Consider these randomly generated ndarrays x
and y
:
import numpy as np
np.random.seed(42)
x = np.random.rand(30) * 10
y = 1.5 * x + 0.3 + (np.random.rand(30) - 0.5) * 3.5
now I can define the average/mean absolute deviation of any set of data points with:
def aad(X, Y, a, b): # assumes X and Y are of the identical shape/size
n = X.size # highly unsafe!
U = (a * X + Y - b) / 2 / a
V = (a * X + Y + b) / 2
E = np.sqrt(np.power((X - U), 2) + np.power((Y - V), 2))
return E.sum() / n
which in my opinion is the best way to quantify the fitness of a line of y = a * x + b
into the pair of data points. The function simply finds the closest point the assumed line to any data point and then calculates the perpendicular distance between the point and the line.
Now I need to have a function of let's say:
linearFit(X, Y)
which given the identically shaped ndarrays of X
and Y
, finds the a
and b
which make the aad(X, Y, a, b)
minimum. It is important that the result to be an absolute minimum not just a local one.
Of course in the spirit of SO's best practices, I have already tried the scipy.optimize
functions fmin
and brute
, as you may see in the above-mentioned post and also here. However, it seems that I can't get my head around the right syntax for those functions. I would appreciate it if you could help me find a canonical and performant implementation for the presumed linearFit
function. Thanks for your support in advance.
P.S. A temporary workaround offered here:
from scipy.optimize import minimize
aad_ = lambda P: aad(P[0], P[1], x1, y1)
minimize(aad_, x0=[X0, Y0])
however, the results I'm getting are not that promising! The solver does not succeed and I get the message:
Desired error not necessarily achieved due to precision loss
回答1:
First of all, thanks to this post I realized that this is not an ordinary least squares (OLS) regression as was discussed in the comments above. It is actually called by many names among which Deming regression, orthogonal distance regression (ODR), and total least squares (TLS). Also there is, of course, a Python package scipy.odr
for that as well! Its syntax is a bit weird and the documentation is not much of a help, but a good tutorial can be found here.
Nex I found a small bug in the aad
definition and renamed and fixed it to:
def aaod(a, b, X, Y): # assumes X and Y are of the identical shape/size
n = X.size # still highly unsafe! don't use it in real production
U = (a * X + Y - b) / 2 / a
V = (a * X + Y + b) / 2
E = np.sqrt(np.power((X - U), 2) + np.power((Y - V), 2))
return E.sum() / n
standing for average absolute orthogonal distance.
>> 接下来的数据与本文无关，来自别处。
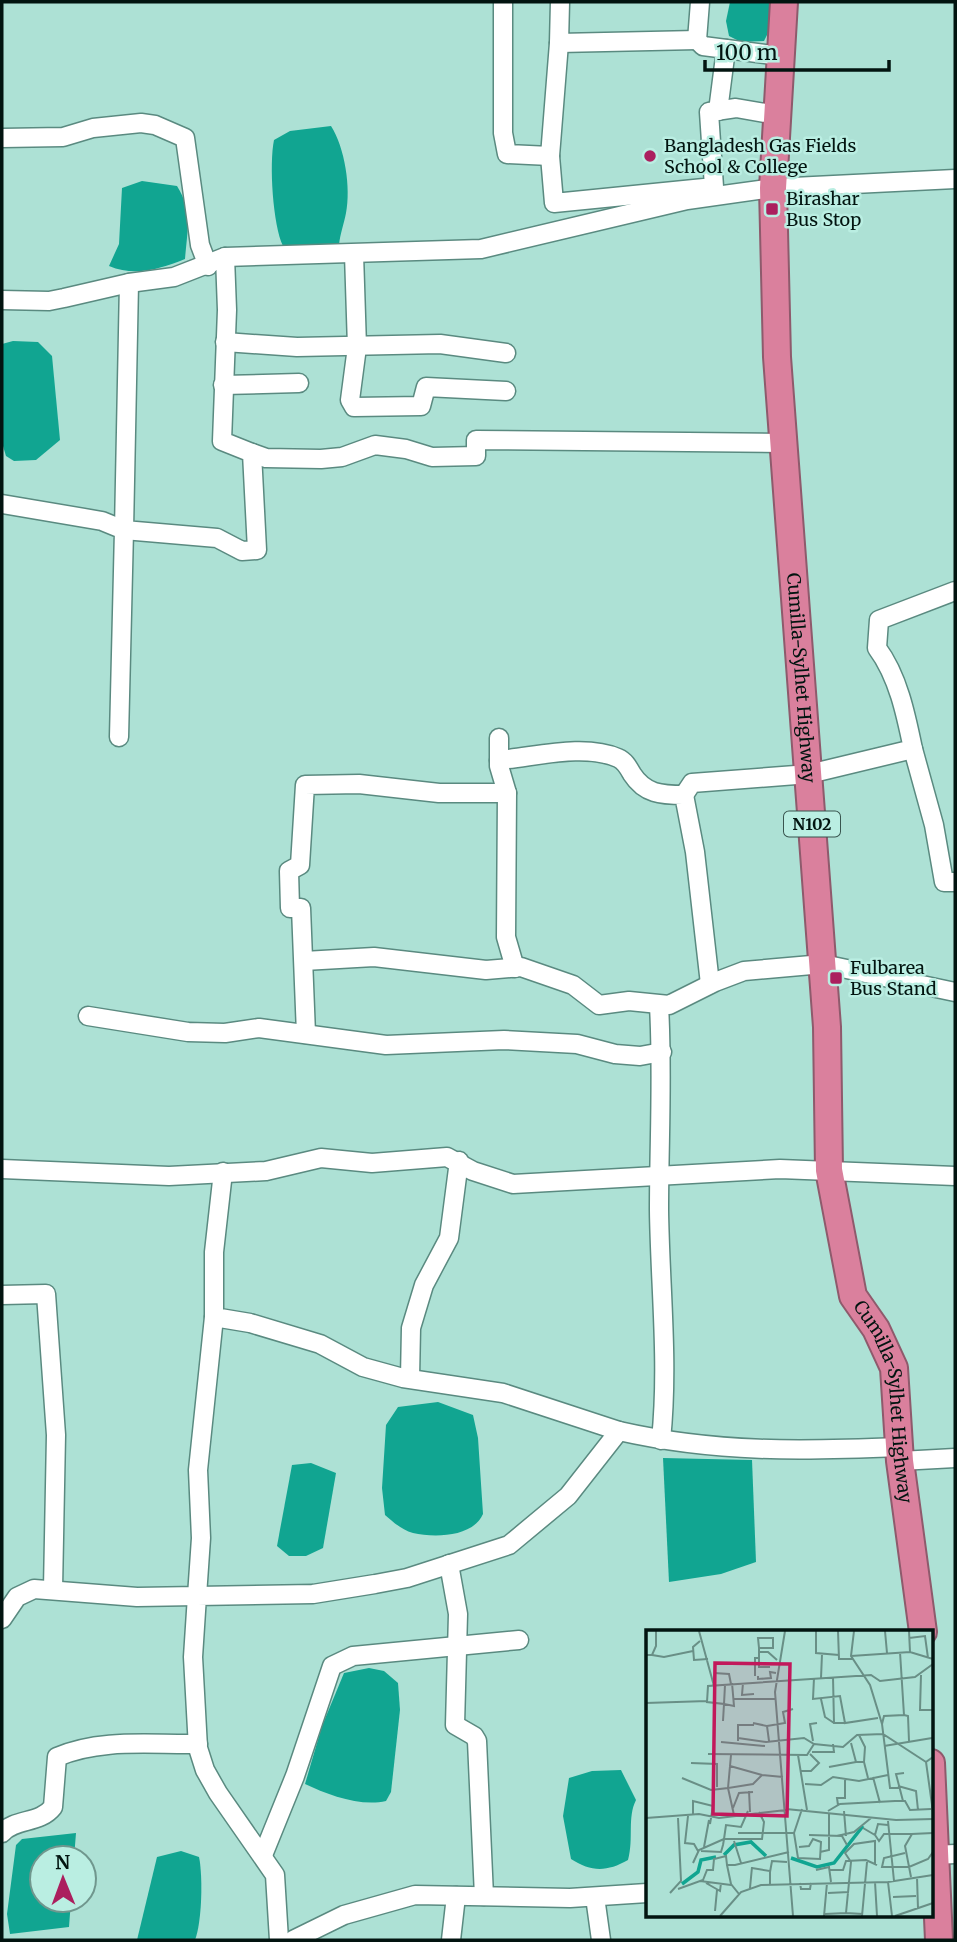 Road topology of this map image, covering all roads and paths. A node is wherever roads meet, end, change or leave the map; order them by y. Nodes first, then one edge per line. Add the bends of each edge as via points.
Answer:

Now defining our fitting function as:
from scipy.optimize import minimize
from scipy.stats import linregress
def odrFit(X, Y):
X0 = linregress(X, Y) # wait this is cheating!
aaod_ = lambda P: aaod(P[0], P[1], X, Y)
res = minimize(aaod_, x0=X0[:2], method = 'Nelder-Mead')
res_list = res.x.tolist()
res_list.append(aaod_(res_list))
return res_list
which is not necessarily the most performant and canonical implementation. The workaround with the temporary lambda
function I learned from here and the method = 'Nelder-Mead'
from here. The scipy.odr
implementation can also be done as:
from scipy.odr import Model, ODR, RealData
def f(B, x):
return B[0]*x + B[1]
linear = Model(f)
mydata = RealData(x, y)
myodr = ODR(mydata, linear, beta0=[1., 2.])
myoutput = myodr.run()
Now comparing the result between our custom-made odrFit()
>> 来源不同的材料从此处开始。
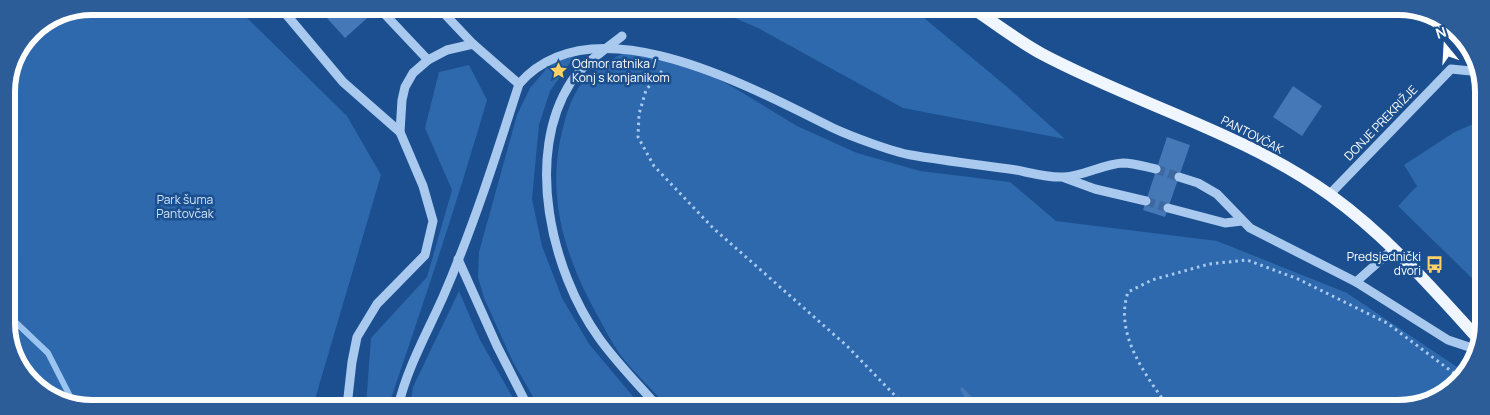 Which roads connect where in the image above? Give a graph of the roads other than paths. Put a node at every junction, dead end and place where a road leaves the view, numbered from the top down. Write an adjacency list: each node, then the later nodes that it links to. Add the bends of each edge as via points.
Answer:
1 (287, 15): 12 (street, via 343,82)
2 (386, 15): 9 (street)
3 (446, 15): 6 (street)
4 (983, 15): 16 (main road, PANTOVČAK, via 1040,53 1108,86 1220,133 1284,166)
5 (608, 34): 28 (street, via 626,36 571,81 550,135 546,179 550,217 559,258 574,297 598,338)
6 (473, 44): 9 (street, via 447,50); 11 (street)
7 (551, 49): 11 (street, via 528,70)
8 (698, 57): 14 (street, via 835,129 909,155)
9 (428, 60): 12 (street, via 413,73 405,87)
10 (1472, 71): 16 (street, DONJE PREKRIŽJE, via 1450,69)
11 (519, 84): 21 (street, via 497,156)
12 (400, 132): 25 (street, via 423,186 433,221 425,255 377,304 358,337)
13 (1156, 169): 14 (street, via 1123,164)
14 (1063, 177): 17 (street, via 1095,189)
15 (1179, 177): 19 (street, via 1217,194)
16 (1329, 195): 20 (main road, PANTOVČAK)
17 (1146, 201)
18 (1168, 208): 19 (street, via 1225,223)
19 (1242, 221): 22 (street, via 1269,239)
20 (1393, 249): 22 (street); 23 (main road, PANTOVČAK)
21 (458, 259): 26 (street, via 410,367); 27 (street)
22 (1356, 282): 24 (street, via 1448,340)
23 (1474, 334)
24 (1470, 347)
25 (348, 400)
26 (400, 400)
27 (524, 400)
28 (652, 400)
function and scipy.stats.linregress()
:
slope, intercept, r_value, p_value, std_err = linregress(x,y)
print(*odrFit(x, y))
# --> 1.4804181575739097, 0.47304584702448255, 0.6008218016339527
print(slope, intercept, aaod(slope, intercept, x, y))
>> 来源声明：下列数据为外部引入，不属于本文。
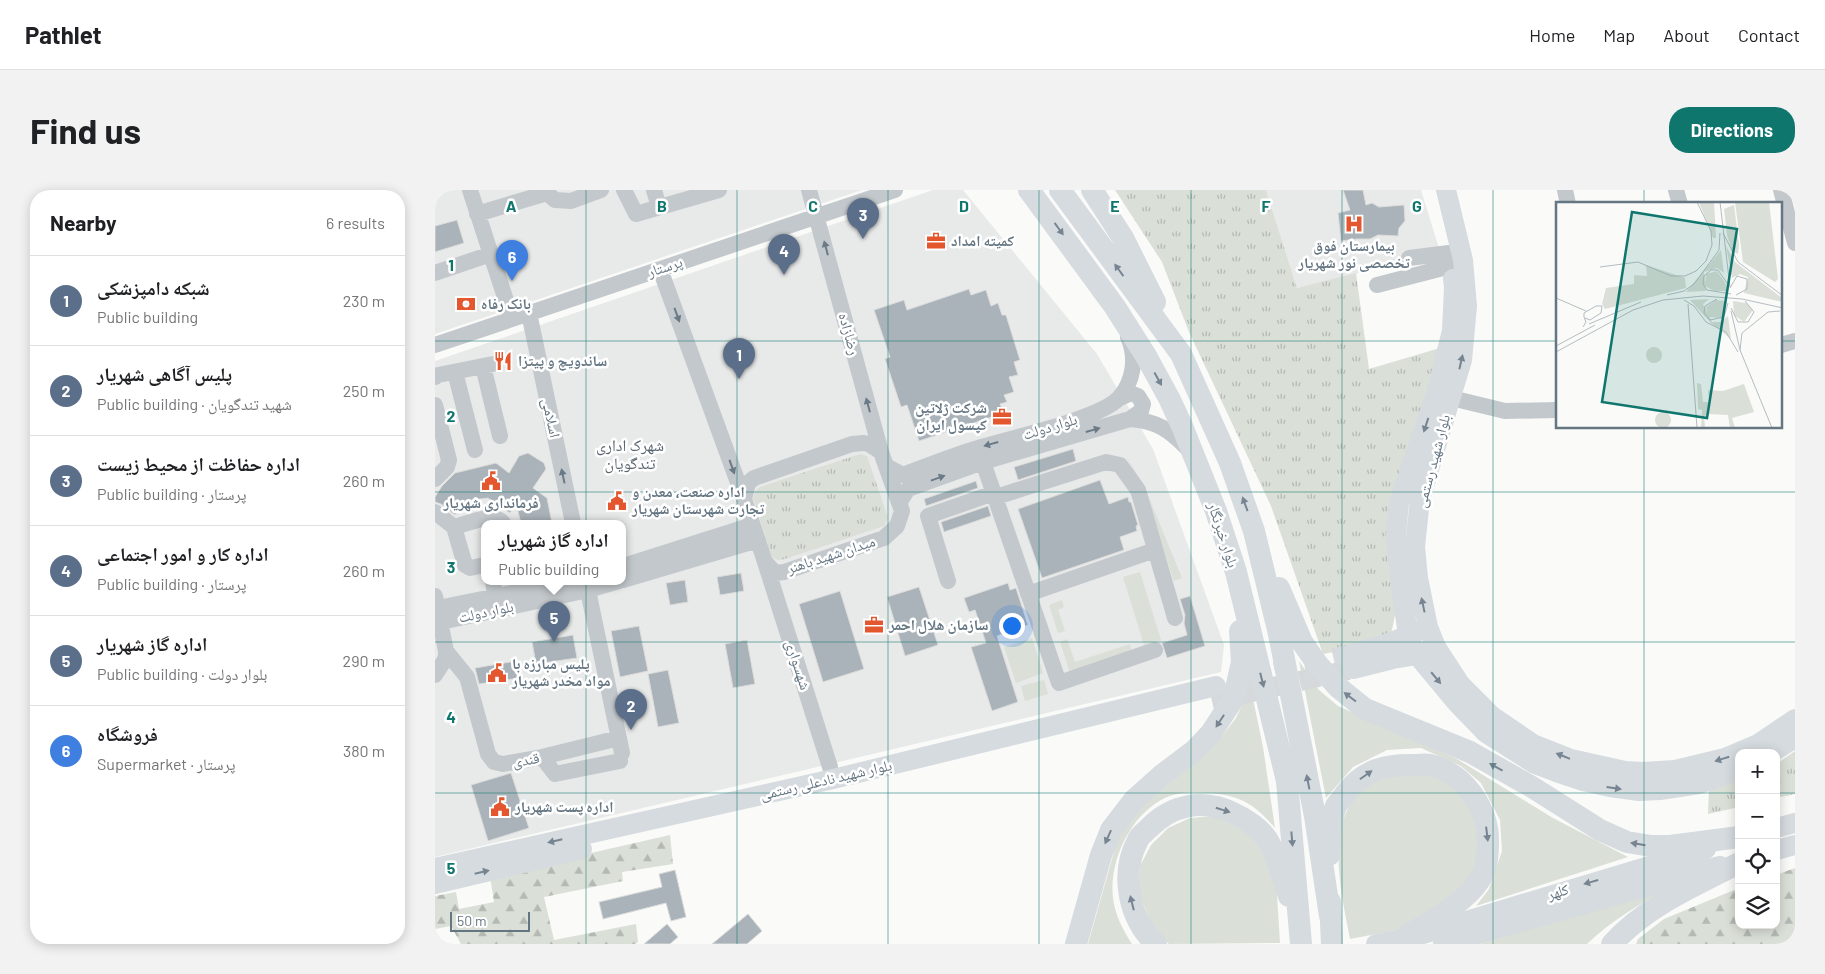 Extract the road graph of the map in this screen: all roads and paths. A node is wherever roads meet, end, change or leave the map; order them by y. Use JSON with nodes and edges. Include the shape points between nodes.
{"nodes":[{"id":1,"x":469,"y":190,"type":"edge"},
{"id":2,"x":601,"y":190,"type":"edge"},
{"id":3,"x":624,"y":190,"type":"edge"},
{"id":4,"x":654,"y":190,"type":"edge"},
{"id":5,"x":719,"y":190,"type":"edge"},
{"id":6,"x":809,"y":190,"type":"edge"},
{"id":7,"x":895,"y":190,"type":"edge"},
{"id":8,"x":1060,"y":190,"type":"edge"},
{"id":9,"x":1092,"y":190,"type":"edge"},
{"id":10,"x":1431,"y":190,"type":"edge"},
{"id":11,"x":1445,"y":190,"type":"edge"},
{"id":12,"x":1781,"y":190,"type":"edge"},
{"id":13,"x":1029,"y":191,"type":"edge"},
{"id":14,"x":547,"y":192,"type":"edge"},
{"id":15,"x":659,"y":207,"type":"junction"},
{"id":16,"x":477,"y":214,"type":"junction"},
{"id":17,"x":817,"y":216,"type":"junction"},
{"id":18,"x":1795,"y":243,"type":"edge"},
{"id":19,"x":491,"y":254,"type":"junction"},
{"id":20,"x":1409,"y":258,"type":"dead end"},
{"id":21,"x":1450,"y":259,"type":"junction"},
{"id":22,"x":661,"y":269,"type":"junction"},
{"id":23,"x":435,"y":273,"type":"edge"},
{"id":24,"x":1377,"y":285,"type":"dead end"},
{"id":25,"x":1115,"y":307,"type":"junction"},
{"id":26,"x":529,"y":313,"type":"junction"},
{"id":27,"x":512,"y":319,"type":"junction"},
{"id":28,"x":435,"y":345,"type":"edge"},
{"id":29,"x":1181,"y":354,"type":"junction"},
{"id":30,"x":455,"y":372,"type":"junction"},
{"id":31,"x":435,"y":378,"type":"edge"},
{"id":32,"x":1443,"y":396,"type":"junction"},
{"id":33,"x":1118,"y":399,"type":"junction"},
{"id":34,"x":435,"y":405,"type":"edge"},
{"id":35,"x":1556,"y":410,"type":"edge"},
{"id":36,"x":1130,"y":419,"type":"junction"},
{"id":37,"x":500,"y":436,"type":"dead end"},
{"id":38,"x":475,"y":450,"type":"dead end"},
{"id":39,"x":1195,"y":457,"type":"junction"},
{"id":40,"x":883,"y":459,"type":"junction"},
{"id":41,"x":983,"y":462,"type":"junction"},
{"id":42,"x":435,"y":479,"type":"edge"},
{"id":43,"x":995,"y":495,"type":"junction"},
{"id":44,"x":744,"y":500,"type":"junction"},
{"id":45,"x":899,"y":503,"type":"junction"},
{"id":46,"x":435,"y":512,"type":"edge"},
{"id":47,"x":481,"y":520,"type":"edge"},
{"id":48,"x":482,"y":520,"type":"edge"},
{"id":49,"x":501,"y":520,"type":"edge"},
{"id":50,"x":572,"y":520,"type":"edge"},
{"id":51,"x":454,"y":527,"type":"junction"},
{"id":52,"x":1254,"y":531,"type":"junction"},
{"id":53,"x":755,"y":533,"type":"junction"},
{"id":54,"x":1155,"y":550,"type":"junction"},
{"id":55,"x":765,"y":562,"type":"junction"},
{"id":56,"x":626,"y":565,"type":"edge"},
{"id":57,"x":481,"y":566,"type":"edge"},
{"id":58,"x":1236,"y":572,"type":"junction"},
{"id":59,"x":626,"y":579,"type":"edge"},
{"id":60,"x":949,"y":581,"type":"dead end"},
{"id":61,"x":533,"y":585,"type":"edge"},
{"id":62,"x":587,"y":585,"type":"edge"},
{"id":63,"x":494,"y":589,"type":"edge"},
{"id":64,"x":1028,"y":594,"type":"junction"},
{"id":65,"x":438,"y":608,"type":"edge"},
{"id":66,"x":1175,"y":618,"type":"dead end"},
{"id":67,"x":1428,"y":628,"type":"junction"},
{"id":68,"x":1408,"y":635,"type":"junction"},
{"id":69,"x":1437,"y":647,"type":"junction"},
{"id":70,"x":1155,"y":650,"type":"dead end"},
{"id":71,"x":446,"y":651,"type":"junction"},
{"id":72,"x":1417,"y":655,"type":"junction"},
{"id":73,"x":435,"y":675,"type":"edge"},
{"id":74,"x":1795,"y":719,"type":"edge"},
{"id":75,"x":1795,"y":738,"type":"edge"},
{"id":76,"x":1777,"y":749,"type":"edge"},
{"id":77,"x":620,"y":751,"type":"junction"},
{"id":78,"x":542,"y":757,"type":"junction"},
{"id":79,"x":830,"y":767,"type":"dead end"},
{"id":80,"x":1735,"y":771,"type":"edge"},
{"id":81,"x":1795,"y":822,"type":"edge"},
{"id":82,"x":1780,"y":827,"type":"edge"},
{"id":83,"x":1735,"y":838,"type":"edge"},
{"id":84,"x":1736,"y":839,"type":"edge"},
{"id":85,"x":1795,"y":845,"type":"edge"},
{"id":86,"x":1780,"y":849,"type":"edge"},
{"id":87,"x":1735,"y":863,"type":"edge"},
{"id":88,"x":1735,"y":864,"type":"edge"},
{"id":89,"x":435,"y":868,"type":"edge"},
{"id":90,"x":435,"y":884,"type":"edge"},
{"id":91,"x":1330,"y":916,"type":"junction"},
{"id":92,"x":1300,"y":934,"type":"edge"},
{"id":93,"x":1404,"y":938,"type":"junction"},
{"id":94,"x":1077,"y":944,"type":"edge"},
{"id":95,"x":1156,"y":944,"type":"edge"},
{"id":96,"x":1332,"y":944,"type":"edge"},
{"id":97,"x":1376,"y":944,"type":"edge"},
{"id":98,"x":1443,"y":944,"type":"edge"},
{"id":99,"x":1612,"y":944,"type":"edge"}],
"edges":[{"from":1,"to":16,"type":"street"},
{"from":2,"to":14,"type":"street","via":[[571,201],[555,200]]},
{"from":3,"to":15,"type":"street","via":[[636,214]]},
{"from":4,"to":15,"type":"street"},
{"from":5,"to":15,"type":"street"},
{"from":6,"to":17,"type":"street","name":"رضازاده"},
{"from":7,"to":17,"type":"street","name":"پرستار"},
{"from":29,"to":8,"type":"highway","name":"بلوار خبرنگار","one_way":true},
{"from":9,"to":29,"type":"highway","via":[[1123,238]]},
{"from":10,"to":21,"type":"main road","name":"بلوار شهید رستمی"},
{"from":32,"to":11,"type":"main road","name":"بلوار شهید رستمی","one_way":true,"via":[[1462,360],[1467,306],[1463,260]]},
{"from":12,"to":18,"type":"street"},
{"from":13,"to":25,"type":"highway","name":"بلوار خبرنگار","one_way":true},
{"from":14,"to":16,"type":"street"},
{"from":16,"to":19,"type":"street"},
{"from":17,"to":22,"type":"street","name":"پرستار"},
{"from":40,"to":17,"type":"street","name":"رضازاده","one_way":true},
{"from":19,"to":23,"type":"street"},
{"from":19,"to":27,"type":"street"},
{"from":20,"to":21,"type":"street"},
{"from":21,"to":24,"type":"street"},
{"from":21,"to":32,"type":"main road","name":"بلوار شهید رستمی","via":[[1454,287],[1452,332]]},
{"from":22,"to":26,"type":"street","name":"پرستار"},
{"from":22,"to":44,"type":"street","name":"میدان شهید باهنر","one_way":true},
{"from":25,"to":33,"type":"street","name":"بلوار دولت","via":[[1131,342],[1134,361],[1131,379]]},
{"from":25,"to":39,"type":"highway","name":"بلوار خبرنگار","one_way":true,"via":[[1169,398]]},
{"from":26,"to":27,"type":"street","name":"پرستار"},
{"from":50,"to":26,"type":"street","name":"اسلامی","one_way":true},
{"from":27,"to":28,"type":"street","name":"پرستار"},
{"from":52,"to":29,"type":"highway","name":"بلوار خبرنگار","one_way":true,"via":[[1230,463]]},
{"from":30,"to":31,"type":"street"},
{"from":30,"to":37,"type":"street","via":[[488,365]]},
{"from":30,"to":38,"type":"street"},
{"from":32,"to":35,"type":"street","via":[[1505,411]]},
{"from":67,"to":32,"type":"main road","name":"بلوار شهید رستمی","one_way":true,"via":[[1416,555],[1419,508]]},
{"from":32,"to":68,"type":"main road","name":"بلوار شهید رستمی","one_way":true,"via":[[1399,502],[1396,535]]},
{"from":33,"to":36,"type":"street","via":[[1131,394],[1143,404],[1141,411]]},
{"from":33,"to":40,"type":"street","name":"بلوار دولت","one_way":true,"via":[[1076,420],[969,451],[903,475]]},
{"from":34,"to":42,"type":"street","via":[[449,460],[447,467]]},
{"from":36,"to":39,"type":"street","name":"بلوار دولت","via":[[1153,423],[1174,434]]},
{"from":41,"to":36,"type":"street","name":"بلوار دولت","one_way":true},
{"from":39,"to":58,"type":"highway","name":"بلوار خبرنگار","via":[[1217,511]]},
{"from":40,"to":44,"type":"street","via":[[869,444],[852,444],[754,478],[748,483]]},
{"from":40,"to":45,"type":"street","name":"میدان شهید باهنر"},
{"from":41,"to":43,"type":"street"},
{"from":45,"to":41,"type":"street","name":"بلوار دولت","one_way":true,"via":[[908,489]]},
{"from":43,"to":54,"type":"street","via":[[1106,462],[1120,465],[1138,490]]},
{"from":43,"to":60,"type":"street","via":[[928,516]]},
{"from":43,"to":64,"type":"street"},
{"from":44,"to":53,"type":"street","name":"میدان شهید باهنر"},
{"from":45,"to":55,"type":"street","name":"میدان شهید باهنر","via":[[900,518],[885,538],[784,572],[775,573]]},
{"from":46,"to":51,"type":"street"},
{"from":47,"to":51,"type":"street"},
{"from":48,"to":49,"type":"street","via":[[494,517]]},
{"from":51,"to":57,"type":"street","via":[[465,565],[470,568]]},
{"from":83,"to":52,"type":"highway","one_way":true,"via":[[1670,846],[1627,842],[1600,830],[1532,786],[1470,752],[1365,709],[1339,688],[1302,642]]},
{"from":91,"to":52,"type":"highway","name":"بلوار خبرنگار","one_way":true,"via":[[1306,768]]},
{"from":53,"to":55,"type":"street","name":"میدان شهید باهنر"},
{"from":53,"to":56,"type":"street"},
{"from":53,"to":59,"type":"street"},
{"from":54,"to":64,"type":"street"},
{"from":54,"to":66,"type":"street"},
{"from":55,"to":79,"type":"street","name":"شهسواری"},
{"from":58,"to":92,"type":"highway","name":"بلوار خبرنگار","one_way":true,"via":[[1287,782]]},
{"from":58,"to":94,"type":"highway","one_way":true,"via":[[1242,662],[1233,698],[1211,733],[1134,800],[1111,830]]},
{"from":61,"to":63,"type":"street","name":"بلوار دولت"},
{"from":62,"to":65,"type":"street","name":"بلوار دولت"},
{"from":62,"to":77,"type":"street"},
{"from":63,"to":65,"type":"street","name":"بلوار دولت"},
{"from":64,"to":70,"type":"street","via":[[1059,683]]},
{"from":65,"to":71,"type":"street"},
{"from":67,"to":68,"type":"main road"},
{"from":67,"to":69,"type":"main road","name":"بلوار شهید رستمی"},
{"from":68,"to":72,"type":"main road","name":"بلوار شهید رستمی"},
{"from":68,"to":72,"type":"main road","via":[[1349,662]]},
{"from":69,"to":72,"type":"main road"},
{"from":74,"to":69,"type":"main road","name":"بلوار شهید رستمی","one_way":true,"via":[[1758,744],[1698,766],[1643,772],[1609,769],[1533,744],[1492,716],[1460,684]]},
{"from":71,"to":73,"type":"street","via":[[446,658]]},
{"from":71,"to":78,"type":"street","name":"قندی","via":[[467,677],[488,754],[494,762],[503,764]]},
{"from":72,"to":80,"type":"main road","name":"بلوار شهید رستمی","one_way":true,"via":[[1486,732],[1535,764],[1574,778],[1639,791],[1699,784]]},
{"from":75,"to":76,"type":"main road"},
{"from":77,"to":78,"type":"street","name":"قندی"},
{"from":77,"to":78,"type":"street","via":[[555,774]]},
{"from":81,"to":82,"type":"main road"},
{"from":84,"to":93,"type":"main road","name":"کلهر","one_way":true},
{"from":85,"to":86,"type":"main road"},
{"from":87,"to":98,"type":"main road","name":"کلهر"},
{"from":88,"to":99,"type":"highway","via":[[1648,912]]},
{"from":90,"to":89,"type":"main road","name":"بلوار شهید نادعلی رستمی","one_way":true,"via":[[1214,693]]},
{"from":91,"to":93,"type":"highway","one_way":true,"via":[[1330,833],[1336,806],[1353,784],[1373,770],[1400,764],[1430,765],[1451,774],[1481,807],[1488,832],[1489,859],[1479,881],[1466,896]]},
{"from":91,"to":96,"type":"highway"},
{"from":95,"to":92,"type":"highway","one_way":true,"via":[[1137,920],[1130,900],[1131,858],[1139,838],[1155,822],[1173,810],[1193,805],[1223,808],[1245,819],[1267,839]]},
{"from":93,"to":97,"type":"main road","name":"کلهر"}]}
# --> 1.434483032725671 0.5747705643012724 0.608021569291401
print(*myoutput.beta, aaod(*myoutput.beta, x, y))
# --> 1.5118079563432785 0.23562547897245803 0.6055838996104704
which shows our function is actually more accurate than the least absolute deviation regression method of Scipy. This can actually be just pure luck and more tests need to be done to draw a reliable conclusion. The complete code can be found here.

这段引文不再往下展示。